Recently I read the book “Whose Bosnia? Nationalism and Political Imagination in the Balkans, 1840–1914” by historian Edin Hajdarpasic. The book is mainly about the implementation of the ideas of early nationalism in Europe during 19th century and how nationalist movements took place within Bosnia during the time when that area of Balkan was part of Ottoman and later of Austro-Hungarian imperial. 

After reading this insightful book I wish that I could have learn similar things and conclusions in my childhood. Growing up after the war in the Serb dominated entity Serb Republic (Republika Srpska) meant being exposed to the politicized and mythological interpretation of history.

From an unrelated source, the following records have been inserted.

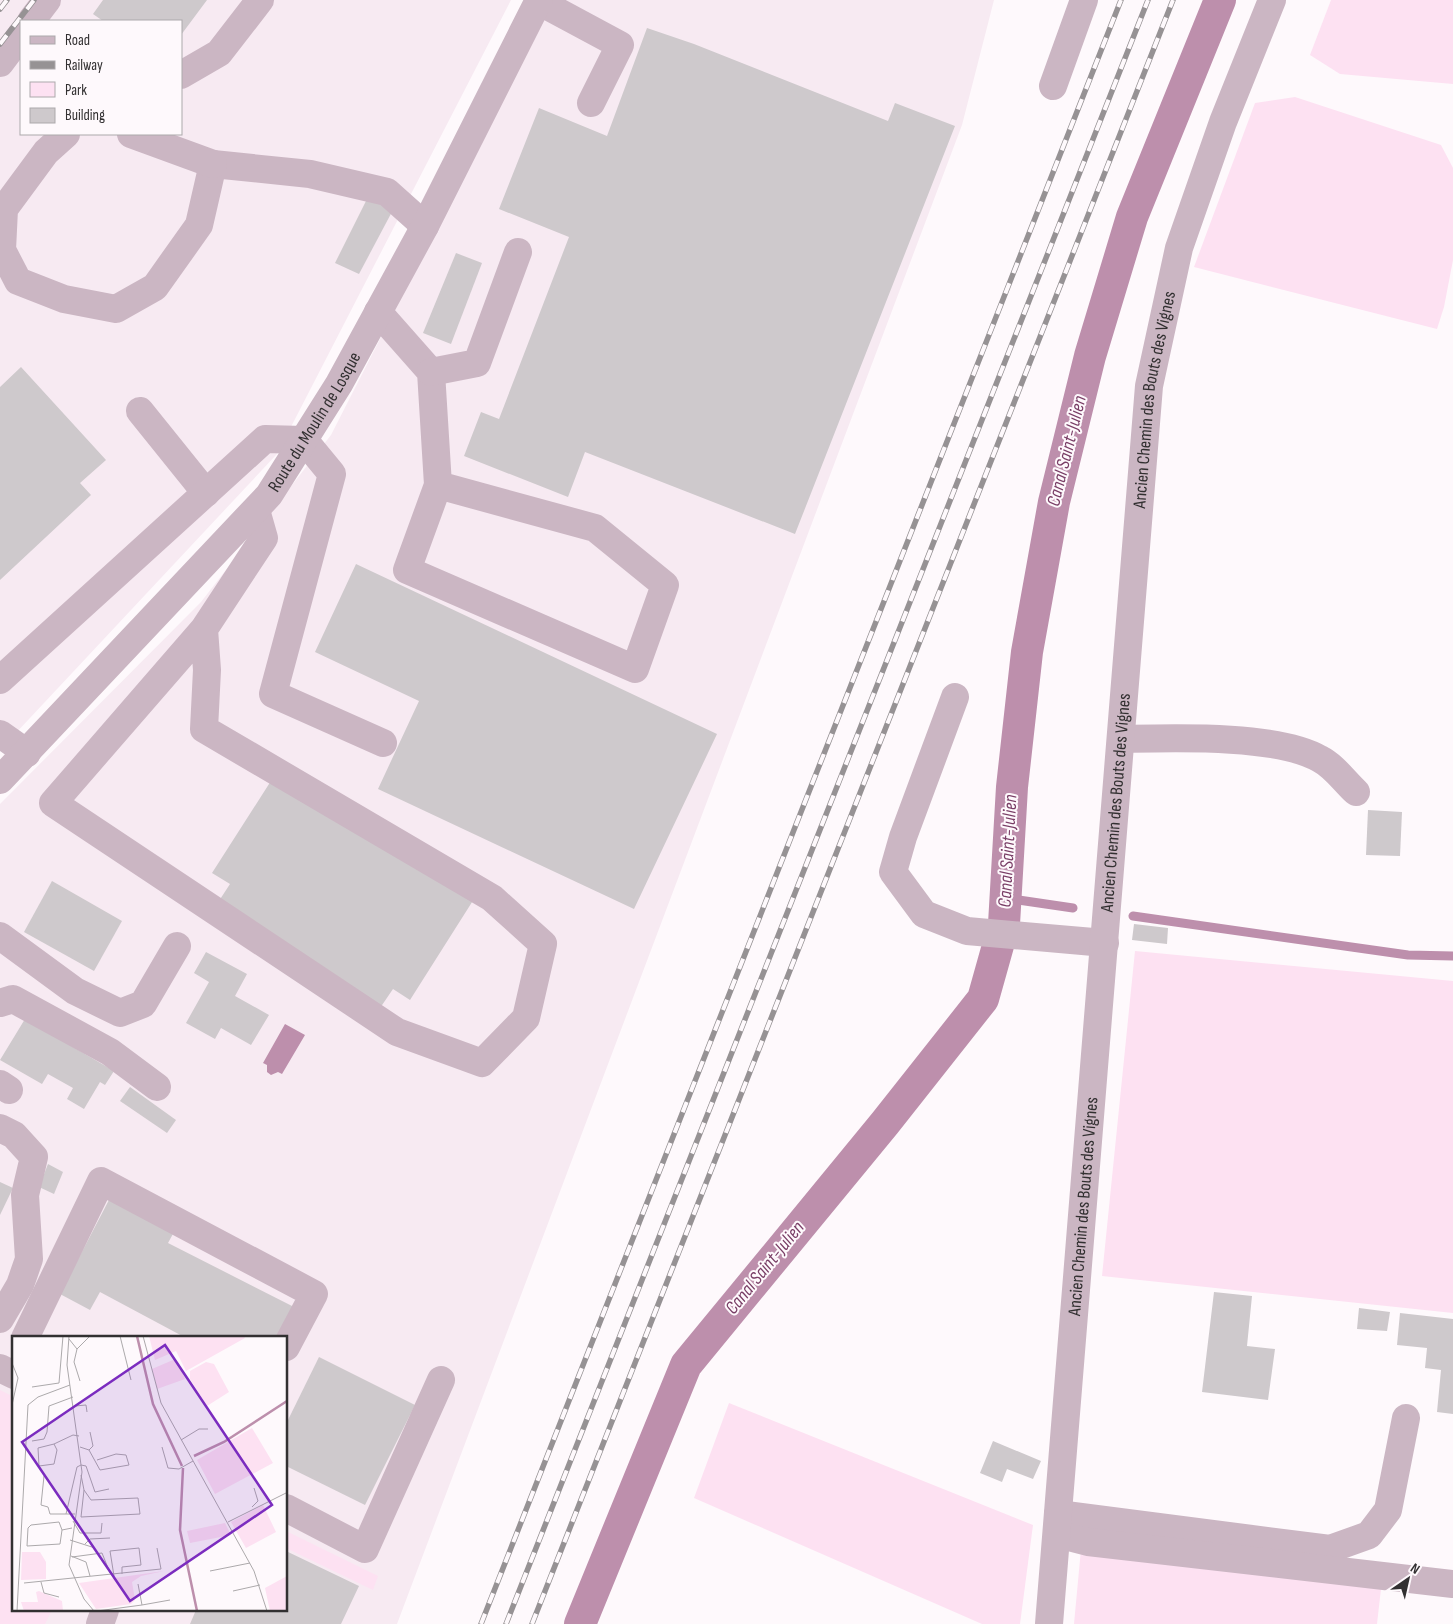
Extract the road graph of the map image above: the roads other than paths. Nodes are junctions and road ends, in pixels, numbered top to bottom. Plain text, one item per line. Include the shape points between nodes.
1 (47, 0) edge
2 (260, 0) edge
3 (1084, 0) edge
4 (1272, 0) edge
5 (538, 1) edge
6 (32, 20) edge
7 (20, 36) edge
8 (0, 63) edge
9 (182, 74) edge
10 (1053, 86) dead end
11 (591, 103) dead end
12 (65, 135) edge
13 (135, 135) edge
14 (213, 164) junction
15 (425, 226) junction
16 (518, 252) dead end
17 (378, 312) junction
18 (431, 372) junction
19 (140, 411) dead end
20 (304, 440) junction
21 (438, 485) junction
22 (206, 493) junction
23 (256, 510) junction
24 (204, 629) junction
25 (0, 680) edge
26 (955, 697) dead end
27 (0, 734) edge
28 (1121, 739) junction
29 (383, 743) dead end
30 (27, 752) junction
31 (0, 780) edge
32 (1356, 792) dead end
33 (0, 936) edge
34 (1104, 943) junction
35 (177, 946) dead end
36 (0, 1003) edge
37 (157, 1087) dead end
38 (0, 1128) edge
39 (0, 1319) edge
40 (26, 1336) edge
41 (288, 1343) edge
42 (441, 1380) dead end
43 (1406, 1418) dead end
44 (288, 1509) edge
45 (1058, 1524) junction
46 (1453, 1584) edge
47 (104, 1612) edge
48 (100, 1624) edge
49 (1050, 1624) edge

1 - 6 street
2 - 9 street via 219,53
3 - 10 street
4 - 28 street, Ancien Chemin des Bouts des Vignes via 1223,122 1179,248 1149,386
5 - 11 street via 620,45
5 - 15 street, Route du Moulin de Losque
7 - 8 street
12 - 14 street via 46,152 4,209 2,250 18,281 64,299 116,309 155,287 199,225
13 - 14 street
14 - 15 street via 310,174 387,192
15 - 17 street, Route du Moulin de Losque
16 - 18 street via 476,363
17 - 18 street
17 - 20 street, Route du Moulin de Losque
18 - 21 street
19 - 22 street
20 - 22 street via 265,439
20 - 23 street, Route du Moulin de Losque via 270,495
20 - 29 street via 332,474 273,694
21 - 21 street via 407,570 635,670 664,585 595,528
22 - 25 street
23 - 24 street via 264,538
23 - 30 street, Route du Moulin de Losque
24 - 24 street via 52,804 397,1032 482,1064 526,1018 544,944 492,898 204,728 207,670
26 - 34 street via 903,837 894,872 924,914 967,931
27 - 30 street
28 - 32 street via 1231,740 1297,748 1322,759
28 - 34 street, Ancien Chemin des Bouts des Vignes
30 - 31 street, Route du Moulin de Losque
33 - 35 street via 75,991 120,1014 143,1004
34 - 45 street, Ancien Chemin des Bouts des Vignes
36 - 37 street via 13,999 110,1052
38 - 39 street via 14,1135 34,1157 25,1195 29,1259 20,1285
40 - 41 street via 101,1181 314,1294
42 - 44 street via 365,1549
43 - 45 street via 1388,1510 1369,1535 1330,1549
45 - 46 street via 1088,1542
45 - 49 street, Ancien Chemin des Bouts des Vignes
47 - 48 street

During my primary schools, years learning about the history of Bosnia and Herzegovina was more about “learning” about Serb-Bosnia and history of Serb-population in Bosnia. At that time, books regarding history and society were often from Serbia or precisely said from “Third Yugoslavia” or “Milosevic’s Yugoslavia”, the Federal Republic of Yugoslavia that existed from 1992-2006. 

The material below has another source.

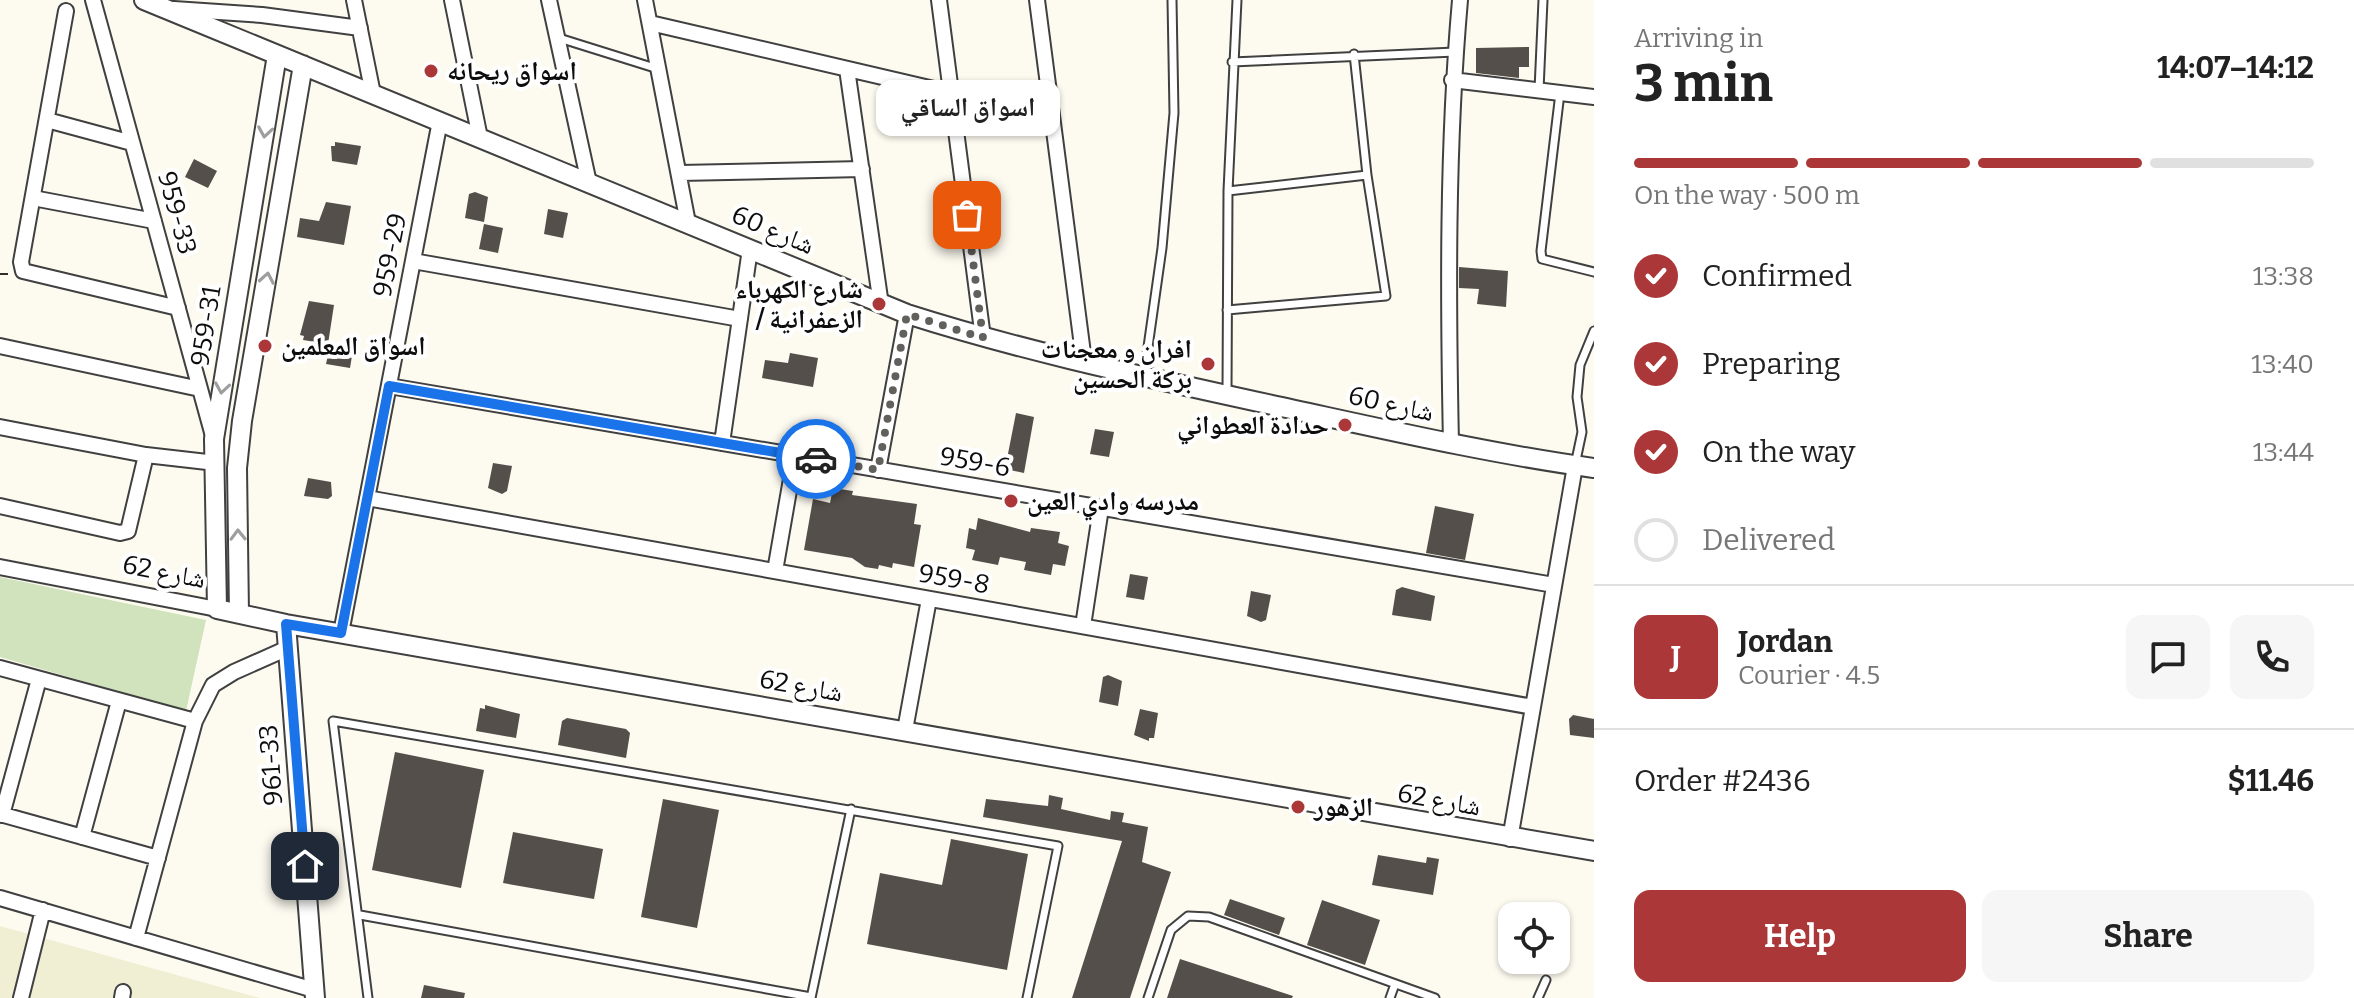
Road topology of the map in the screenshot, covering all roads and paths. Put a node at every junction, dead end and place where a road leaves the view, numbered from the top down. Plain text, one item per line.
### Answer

In his book, Hajdarpasic shows how nationalist movements and ideas were applied during the period of 1840 to 1914. Here are some insights: 

  • As an idea, nationalism is not only based on perceptions that a certain nation is unique and should exist but also on the view that larger areas as the world or planet itself should be divided into nations. Formation of nations or nationhoods as in Europe during the 19th century was based on “pirating” and “copying” such ideas where different nationalists also inspired each other. 
  • Nationalism is a “never-ending process” because a nation as an abstract or imagined socially constructed community can never be 100% “unified” nor coherent. Therefore, nationalism is also about constant demands for more and more nationalism. 

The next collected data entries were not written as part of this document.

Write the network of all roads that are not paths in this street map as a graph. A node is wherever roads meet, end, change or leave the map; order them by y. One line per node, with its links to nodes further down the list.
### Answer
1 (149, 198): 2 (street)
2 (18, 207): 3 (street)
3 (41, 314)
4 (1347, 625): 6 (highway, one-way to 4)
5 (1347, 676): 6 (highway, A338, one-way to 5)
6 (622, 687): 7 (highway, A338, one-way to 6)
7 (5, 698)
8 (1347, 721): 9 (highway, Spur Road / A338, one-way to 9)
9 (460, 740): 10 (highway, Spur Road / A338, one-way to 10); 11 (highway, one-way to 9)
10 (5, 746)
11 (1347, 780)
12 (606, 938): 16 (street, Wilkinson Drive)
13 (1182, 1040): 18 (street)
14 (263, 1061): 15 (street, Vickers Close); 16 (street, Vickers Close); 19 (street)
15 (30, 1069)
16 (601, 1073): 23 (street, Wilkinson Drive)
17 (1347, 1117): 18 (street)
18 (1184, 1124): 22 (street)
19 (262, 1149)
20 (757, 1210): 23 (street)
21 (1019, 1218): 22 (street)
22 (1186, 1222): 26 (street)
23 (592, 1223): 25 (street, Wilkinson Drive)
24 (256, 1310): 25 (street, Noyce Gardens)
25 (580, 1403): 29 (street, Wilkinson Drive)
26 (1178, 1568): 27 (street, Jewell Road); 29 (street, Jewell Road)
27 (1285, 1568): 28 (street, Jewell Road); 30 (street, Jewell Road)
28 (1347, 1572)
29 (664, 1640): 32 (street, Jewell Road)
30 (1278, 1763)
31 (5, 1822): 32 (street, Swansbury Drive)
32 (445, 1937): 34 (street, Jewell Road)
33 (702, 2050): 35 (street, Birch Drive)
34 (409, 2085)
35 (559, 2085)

  • Serb, Croat and Bosnian Muslim nationalist movements during the 19th century did not, as the case is today, considered that one nationhood was equal to one religion. On the contrary, the case was for example that Croat nationalists argued that Croats could be both Catholics, Orthodox Christians and Muslims. 
  • Bosnia was among Serb and Croat nationalists seen as a “common project” or project of “national convergence” where these nationalist movements were interconnected and intertwined rather than being in an “ancient” or “historical” conflict with each other. The idea of Serb, Croats and Bosniacs in Bosnia as belonging to different civilizations as by political scientist Samuel Huntington is simply untrue and a myth. Ideas about nationhood and people were not static. For example, intellectual Ljudevit Gaj who was based in Croatia and was the leading figure of the Illyrian movement wrote in the first issue of Novine horvatzke (The Croatian newspaper) in 1835 an appeal to readers who may be “Croatian, Slavonian, Dalmatian, Dubrovnikan, Serbian, Carniolan, Styrian, Istrian, Carinthian, Bosnian, and other Slavs”. 
  • Nationalist projects of popular imagination, nation-building and romanticizing of “culture of people” that took place in modern Croatia, Bosnia and Serbia during the 19th century was not an isolated phenomenon but a wider European phenomenon including “ethnographic populism” and “national-science” behaviours.